-- WHAT TO WORK ON --
Can you find the lines of the listing that include "Dingwall" and copy every one?

-- RECORDS FOR THIS TASK --
────

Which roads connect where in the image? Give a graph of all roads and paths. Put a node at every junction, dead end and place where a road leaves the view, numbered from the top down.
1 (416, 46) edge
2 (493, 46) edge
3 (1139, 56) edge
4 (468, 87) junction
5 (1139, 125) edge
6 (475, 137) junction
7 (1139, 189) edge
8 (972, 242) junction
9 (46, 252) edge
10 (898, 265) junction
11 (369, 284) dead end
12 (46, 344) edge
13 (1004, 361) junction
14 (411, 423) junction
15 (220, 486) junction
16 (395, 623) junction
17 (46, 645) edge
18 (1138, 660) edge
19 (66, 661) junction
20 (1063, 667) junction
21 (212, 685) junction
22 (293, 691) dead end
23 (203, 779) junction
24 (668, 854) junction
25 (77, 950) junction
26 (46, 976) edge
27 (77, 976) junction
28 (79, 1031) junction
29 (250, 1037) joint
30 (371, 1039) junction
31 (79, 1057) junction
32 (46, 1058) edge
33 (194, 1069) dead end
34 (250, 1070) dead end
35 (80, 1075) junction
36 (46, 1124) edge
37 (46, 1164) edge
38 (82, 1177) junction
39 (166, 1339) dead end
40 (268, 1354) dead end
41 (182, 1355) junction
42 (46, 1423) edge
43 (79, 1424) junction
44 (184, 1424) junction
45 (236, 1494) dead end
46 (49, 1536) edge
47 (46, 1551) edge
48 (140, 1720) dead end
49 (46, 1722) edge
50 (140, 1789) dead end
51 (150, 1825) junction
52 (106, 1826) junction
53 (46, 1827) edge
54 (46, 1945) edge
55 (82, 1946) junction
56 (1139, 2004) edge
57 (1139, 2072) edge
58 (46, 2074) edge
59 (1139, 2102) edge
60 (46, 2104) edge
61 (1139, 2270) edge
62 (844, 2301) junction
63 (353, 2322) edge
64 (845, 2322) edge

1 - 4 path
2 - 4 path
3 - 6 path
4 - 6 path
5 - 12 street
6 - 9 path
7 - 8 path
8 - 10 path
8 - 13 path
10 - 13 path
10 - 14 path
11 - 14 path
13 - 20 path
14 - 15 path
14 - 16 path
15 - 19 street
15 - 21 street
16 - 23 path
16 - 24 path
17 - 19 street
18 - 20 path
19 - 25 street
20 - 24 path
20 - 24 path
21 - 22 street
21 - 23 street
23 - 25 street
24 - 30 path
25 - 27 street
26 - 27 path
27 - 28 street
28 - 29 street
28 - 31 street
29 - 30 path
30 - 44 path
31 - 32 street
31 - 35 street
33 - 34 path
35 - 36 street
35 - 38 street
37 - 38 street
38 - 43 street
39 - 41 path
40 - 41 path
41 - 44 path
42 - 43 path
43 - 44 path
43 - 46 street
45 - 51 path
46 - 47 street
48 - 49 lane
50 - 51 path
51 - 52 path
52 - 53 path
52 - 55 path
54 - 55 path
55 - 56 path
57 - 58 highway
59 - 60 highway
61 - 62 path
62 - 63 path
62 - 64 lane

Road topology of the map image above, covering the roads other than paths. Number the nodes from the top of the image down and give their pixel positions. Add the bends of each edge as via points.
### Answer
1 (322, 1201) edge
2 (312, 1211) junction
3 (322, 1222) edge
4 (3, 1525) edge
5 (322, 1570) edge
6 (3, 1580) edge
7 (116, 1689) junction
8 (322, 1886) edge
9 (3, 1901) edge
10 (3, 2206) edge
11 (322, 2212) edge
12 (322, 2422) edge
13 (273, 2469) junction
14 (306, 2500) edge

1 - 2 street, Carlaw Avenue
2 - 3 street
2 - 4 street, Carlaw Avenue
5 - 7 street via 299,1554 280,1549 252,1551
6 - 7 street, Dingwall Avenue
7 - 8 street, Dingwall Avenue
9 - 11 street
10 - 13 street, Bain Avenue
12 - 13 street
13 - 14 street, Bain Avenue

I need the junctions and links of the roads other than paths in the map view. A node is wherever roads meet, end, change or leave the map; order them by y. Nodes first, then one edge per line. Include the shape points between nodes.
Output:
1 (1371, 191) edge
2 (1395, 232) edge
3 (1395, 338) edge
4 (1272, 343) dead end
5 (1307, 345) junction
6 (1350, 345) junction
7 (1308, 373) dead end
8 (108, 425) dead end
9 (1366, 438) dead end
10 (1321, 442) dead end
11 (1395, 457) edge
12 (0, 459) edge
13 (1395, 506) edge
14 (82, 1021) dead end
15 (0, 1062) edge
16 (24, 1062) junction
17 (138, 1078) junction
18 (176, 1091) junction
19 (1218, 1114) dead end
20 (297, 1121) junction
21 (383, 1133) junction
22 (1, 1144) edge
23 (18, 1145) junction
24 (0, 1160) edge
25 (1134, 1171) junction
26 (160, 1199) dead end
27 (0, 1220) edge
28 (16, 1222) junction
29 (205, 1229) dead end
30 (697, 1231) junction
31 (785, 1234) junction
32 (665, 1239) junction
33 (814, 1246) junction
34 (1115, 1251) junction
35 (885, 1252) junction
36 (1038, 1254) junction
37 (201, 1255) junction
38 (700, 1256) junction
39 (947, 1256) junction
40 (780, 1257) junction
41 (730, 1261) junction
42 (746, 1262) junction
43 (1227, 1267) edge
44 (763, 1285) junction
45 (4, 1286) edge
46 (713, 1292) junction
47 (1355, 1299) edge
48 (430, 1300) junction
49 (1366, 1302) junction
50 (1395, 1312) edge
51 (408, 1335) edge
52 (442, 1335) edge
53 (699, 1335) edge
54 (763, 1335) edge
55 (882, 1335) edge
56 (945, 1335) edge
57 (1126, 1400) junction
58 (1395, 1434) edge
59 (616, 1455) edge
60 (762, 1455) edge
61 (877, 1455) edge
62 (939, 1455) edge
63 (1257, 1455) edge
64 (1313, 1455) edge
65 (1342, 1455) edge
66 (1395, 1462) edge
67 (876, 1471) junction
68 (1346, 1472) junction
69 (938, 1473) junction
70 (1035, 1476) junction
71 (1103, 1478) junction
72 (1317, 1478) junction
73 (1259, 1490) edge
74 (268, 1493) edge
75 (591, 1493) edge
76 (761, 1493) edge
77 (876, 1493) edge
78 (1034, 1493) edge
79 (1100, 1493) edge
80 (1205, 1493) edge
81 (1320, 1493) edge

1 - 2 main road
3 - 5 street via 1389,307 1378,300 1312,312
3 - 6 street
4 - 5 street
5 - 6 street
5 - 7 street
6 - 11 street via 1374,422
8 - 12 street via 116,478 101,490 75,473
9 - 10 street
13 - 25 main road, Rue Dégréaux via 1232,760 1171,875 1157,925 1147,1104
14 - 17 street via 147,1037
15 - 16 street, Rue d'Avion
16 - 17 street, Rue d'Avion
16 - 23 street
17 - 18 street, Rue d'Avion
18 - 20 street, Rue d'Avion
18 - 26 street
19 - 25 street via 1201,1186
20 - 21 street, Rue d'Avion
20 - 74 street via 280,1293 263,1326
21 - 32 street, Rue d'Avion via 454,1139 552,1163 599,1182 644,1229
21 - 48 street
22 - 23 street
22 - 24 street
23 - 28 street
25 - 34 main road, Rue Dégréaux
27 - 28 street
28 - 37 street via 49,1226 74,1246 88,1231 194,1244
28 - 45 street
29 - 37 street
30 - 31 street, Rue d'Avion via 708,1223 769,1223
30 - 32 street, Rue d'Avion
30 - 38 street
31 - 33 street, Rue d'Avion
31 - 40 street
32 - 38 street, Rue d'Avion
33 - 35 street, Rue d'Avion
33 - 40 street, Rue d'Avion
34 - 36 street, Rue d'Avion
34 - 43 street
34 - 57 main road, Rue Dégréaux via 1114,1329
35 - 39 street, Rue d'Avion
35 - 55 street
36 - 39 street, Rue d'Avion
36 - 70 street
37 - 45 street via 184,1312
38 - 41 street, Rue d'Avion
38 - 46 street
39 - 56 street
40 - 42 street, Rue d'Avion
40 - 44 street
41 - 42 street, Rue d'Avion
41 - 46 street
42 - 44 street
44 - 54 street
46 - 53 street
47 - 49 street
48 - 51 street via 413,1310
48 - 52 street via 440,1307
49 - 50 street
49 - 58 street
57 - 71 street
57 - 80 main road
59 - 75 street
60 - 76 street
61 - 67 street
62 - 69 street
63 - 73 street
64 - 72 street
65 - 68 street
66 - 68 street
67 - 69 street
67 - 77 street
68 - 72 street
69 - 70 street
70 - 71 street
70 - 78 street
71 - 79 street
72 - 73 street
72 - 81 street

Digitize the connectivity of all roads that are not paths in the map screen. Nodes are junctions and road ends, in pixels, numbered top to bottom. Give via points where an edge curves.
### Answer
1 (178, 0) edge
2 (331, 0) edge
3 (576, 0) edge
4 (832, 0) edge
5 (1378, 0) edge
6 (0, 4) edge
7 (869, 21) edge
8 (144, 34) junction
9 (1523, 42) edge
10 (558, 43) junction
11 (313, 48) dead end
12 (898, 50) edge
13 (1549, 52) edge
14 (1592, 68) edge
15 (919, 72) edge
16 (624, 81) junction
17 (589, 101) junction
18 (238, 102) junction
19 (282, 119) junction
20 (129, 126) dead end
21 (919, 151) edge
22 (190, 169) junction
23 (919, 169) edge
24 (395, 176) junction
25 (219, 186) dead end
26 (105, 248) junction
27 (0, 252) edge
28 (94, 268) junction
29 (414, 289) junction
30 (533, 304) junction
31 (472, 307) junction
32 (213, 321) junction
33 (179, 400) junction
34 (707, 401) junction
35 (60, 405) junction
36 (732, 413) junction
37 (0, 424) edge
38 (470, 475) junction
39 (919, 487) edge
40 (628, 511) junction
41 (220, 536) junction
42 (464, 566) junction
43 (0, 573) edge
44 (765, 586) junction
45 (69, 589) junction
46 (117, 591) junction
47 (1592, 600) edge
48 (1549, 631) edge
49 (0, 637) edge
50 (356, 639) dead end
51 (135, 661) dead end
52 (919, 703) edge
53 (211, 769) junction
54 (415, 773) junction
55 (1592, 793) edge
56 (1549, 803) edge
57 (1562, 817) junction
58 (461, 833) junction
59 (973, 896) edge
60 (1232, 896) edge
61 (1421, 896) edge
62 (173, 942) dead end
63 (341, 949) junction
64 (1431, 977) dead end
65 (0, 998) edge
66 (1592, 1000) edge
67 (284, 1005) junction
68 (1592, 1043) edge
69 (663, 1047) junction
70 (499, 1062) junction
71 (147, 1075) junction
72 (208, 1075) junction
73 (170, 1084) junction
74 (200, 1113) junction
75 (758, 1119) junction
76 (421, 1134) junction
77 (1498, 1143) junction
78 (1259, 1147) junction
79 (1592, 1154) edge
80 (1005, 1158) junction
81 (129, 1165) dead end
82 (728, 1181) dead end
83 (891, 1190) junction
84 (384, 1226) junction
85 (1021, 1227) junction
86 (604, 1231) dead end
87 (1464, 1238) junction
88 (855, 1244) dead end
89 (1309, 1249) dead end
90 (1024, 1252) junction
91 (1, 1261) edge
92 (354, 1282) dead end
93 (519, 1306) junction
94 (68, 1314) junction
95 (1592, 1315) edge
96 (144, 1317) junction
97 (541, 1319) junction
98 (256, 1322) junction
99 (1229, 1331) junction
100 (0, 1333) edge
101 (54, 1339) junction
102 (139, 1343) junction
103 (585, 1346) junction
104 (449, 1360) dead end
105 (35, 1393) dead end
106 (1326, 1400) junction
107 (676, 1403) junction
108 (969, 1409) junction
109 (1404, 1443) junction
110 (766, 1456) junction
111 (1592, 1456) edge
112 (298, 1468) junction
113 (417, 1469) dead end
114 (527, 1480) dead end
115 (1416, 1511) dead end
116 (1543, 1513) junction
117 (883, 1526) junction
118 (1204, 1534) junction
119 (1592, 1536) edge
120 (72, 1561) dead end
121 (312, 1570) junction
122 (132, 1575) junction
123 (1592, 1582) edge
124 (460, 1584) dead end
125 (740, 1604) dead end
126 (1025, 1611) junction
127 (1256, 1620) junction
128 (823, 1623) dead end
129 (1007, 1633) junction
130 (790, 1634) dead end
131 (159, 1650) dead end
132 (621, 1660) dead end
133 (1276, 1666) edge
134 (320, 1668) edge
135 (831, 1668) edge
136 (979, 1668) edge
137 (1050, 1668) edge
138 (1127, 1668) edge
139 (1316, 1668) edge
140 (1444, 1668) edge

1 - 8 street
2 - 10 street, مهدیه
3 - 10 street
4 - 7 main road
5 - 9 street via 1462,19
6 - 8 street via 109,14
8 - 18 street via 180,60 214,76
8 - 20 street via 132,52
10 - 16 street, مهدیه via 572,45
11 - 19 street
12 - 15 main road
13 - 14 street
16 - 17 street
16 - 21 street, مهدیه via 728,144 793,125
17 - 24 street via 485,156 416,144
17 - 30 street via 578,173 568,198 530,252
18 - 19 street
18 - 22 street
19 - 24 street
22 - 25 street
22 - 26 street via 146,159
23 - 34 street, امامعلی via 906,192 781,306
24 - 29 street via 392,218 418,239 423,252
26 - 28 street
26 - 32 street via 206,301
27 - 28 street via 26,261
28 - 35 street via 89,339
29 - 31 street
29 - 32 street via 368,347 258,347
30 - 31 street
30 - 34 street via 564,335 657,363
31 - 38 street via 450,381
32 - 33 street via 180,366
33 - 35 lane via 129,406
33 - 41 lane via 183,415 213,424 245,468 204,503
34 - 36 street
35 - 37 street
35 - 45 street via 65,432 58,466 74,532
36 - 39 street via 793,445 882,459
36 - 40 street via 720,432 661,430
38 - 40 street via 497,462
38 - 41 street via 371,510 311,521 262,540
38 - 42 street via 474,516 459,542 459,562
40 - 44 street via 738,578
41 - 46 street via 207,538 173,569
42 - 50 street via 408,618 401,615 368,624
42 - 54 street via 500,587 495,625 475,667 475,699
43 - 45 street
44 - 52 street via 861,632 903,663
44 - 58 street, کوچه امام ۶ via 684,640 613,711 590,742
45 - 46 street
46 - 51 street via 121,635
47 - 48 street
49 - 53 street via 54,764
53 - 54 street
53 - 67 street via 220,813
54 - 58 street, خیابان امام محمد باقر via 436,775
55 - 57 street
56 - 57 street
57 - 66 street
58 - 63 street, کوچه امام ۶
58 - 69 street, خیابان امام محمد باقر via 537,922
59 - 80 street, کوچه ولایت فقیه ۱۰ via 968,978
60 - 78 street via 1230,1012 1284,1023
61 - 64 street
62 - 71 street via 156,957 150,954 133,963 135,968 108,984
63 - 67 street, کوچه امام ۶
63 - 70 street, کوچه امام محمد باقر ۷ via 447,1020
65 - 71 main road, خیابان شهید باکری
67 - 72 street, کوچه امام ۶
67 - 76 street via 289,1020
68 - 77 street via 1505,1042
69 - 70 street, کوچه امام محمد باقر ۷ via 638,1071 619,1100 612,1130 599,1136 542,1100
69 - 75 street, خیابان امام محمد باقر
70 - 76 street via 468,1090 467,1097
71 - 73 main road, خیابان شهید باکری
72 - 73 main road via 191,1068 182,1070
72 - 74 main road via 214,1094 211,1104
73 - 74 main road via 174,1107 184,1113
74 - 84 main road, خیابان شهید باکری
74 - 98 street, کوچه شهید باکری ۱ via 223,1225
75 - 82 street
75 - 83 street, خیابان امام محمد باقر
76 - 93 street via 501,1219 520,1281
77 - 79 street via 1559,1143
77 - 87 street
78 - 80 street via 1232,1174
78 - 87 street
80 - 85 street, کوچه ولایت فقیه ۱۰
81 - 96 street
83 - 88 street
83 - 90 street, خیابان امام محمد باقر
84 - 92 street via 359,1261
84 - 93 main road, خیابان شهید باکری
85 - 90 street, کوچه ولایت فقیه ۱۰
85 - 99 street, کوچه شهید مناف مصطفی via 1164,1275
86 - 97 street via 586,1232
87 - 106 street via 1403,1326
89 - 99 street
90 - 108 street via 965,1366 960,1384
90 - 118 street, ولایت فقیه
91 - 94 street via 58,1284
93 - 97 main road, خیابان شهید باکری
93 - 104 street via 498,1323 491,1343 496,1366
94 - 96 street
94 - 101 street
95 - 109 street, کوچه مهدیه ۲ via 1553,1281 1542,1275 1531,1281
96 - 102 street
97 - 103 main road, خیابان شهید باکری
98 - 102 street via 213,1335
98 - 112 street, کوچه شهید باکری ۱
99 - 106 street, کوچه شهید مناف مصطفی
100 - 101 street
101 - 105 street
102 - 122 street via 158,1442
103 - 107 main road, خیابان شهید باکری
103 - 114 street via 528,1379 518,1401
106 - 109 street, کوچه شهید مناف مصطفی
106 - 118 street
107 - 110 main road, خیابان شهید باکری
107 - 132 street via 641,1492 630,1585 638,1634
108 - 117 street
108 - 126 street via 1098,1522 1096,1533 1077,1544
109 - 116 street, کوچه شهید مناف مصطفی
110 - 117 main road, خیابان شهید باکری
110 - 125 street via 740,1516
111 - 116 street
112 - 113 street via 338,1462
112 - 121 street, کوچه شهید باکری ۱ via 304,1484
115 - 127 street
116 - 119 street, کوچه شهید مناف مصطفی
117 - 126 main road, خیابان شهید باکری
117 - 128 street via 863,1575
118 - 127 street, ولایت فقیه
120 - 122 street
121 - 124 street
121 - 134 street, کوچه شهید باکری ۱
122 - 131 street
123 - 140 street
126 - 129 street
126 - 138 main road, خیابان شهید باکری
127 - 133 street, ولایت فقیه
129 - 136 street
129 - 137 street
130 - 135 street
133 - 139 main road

────

-- WRITTEN ANSWER --
6 - 7 street, Dingwall Avenue
7 - 8 street, Dingwall Avenue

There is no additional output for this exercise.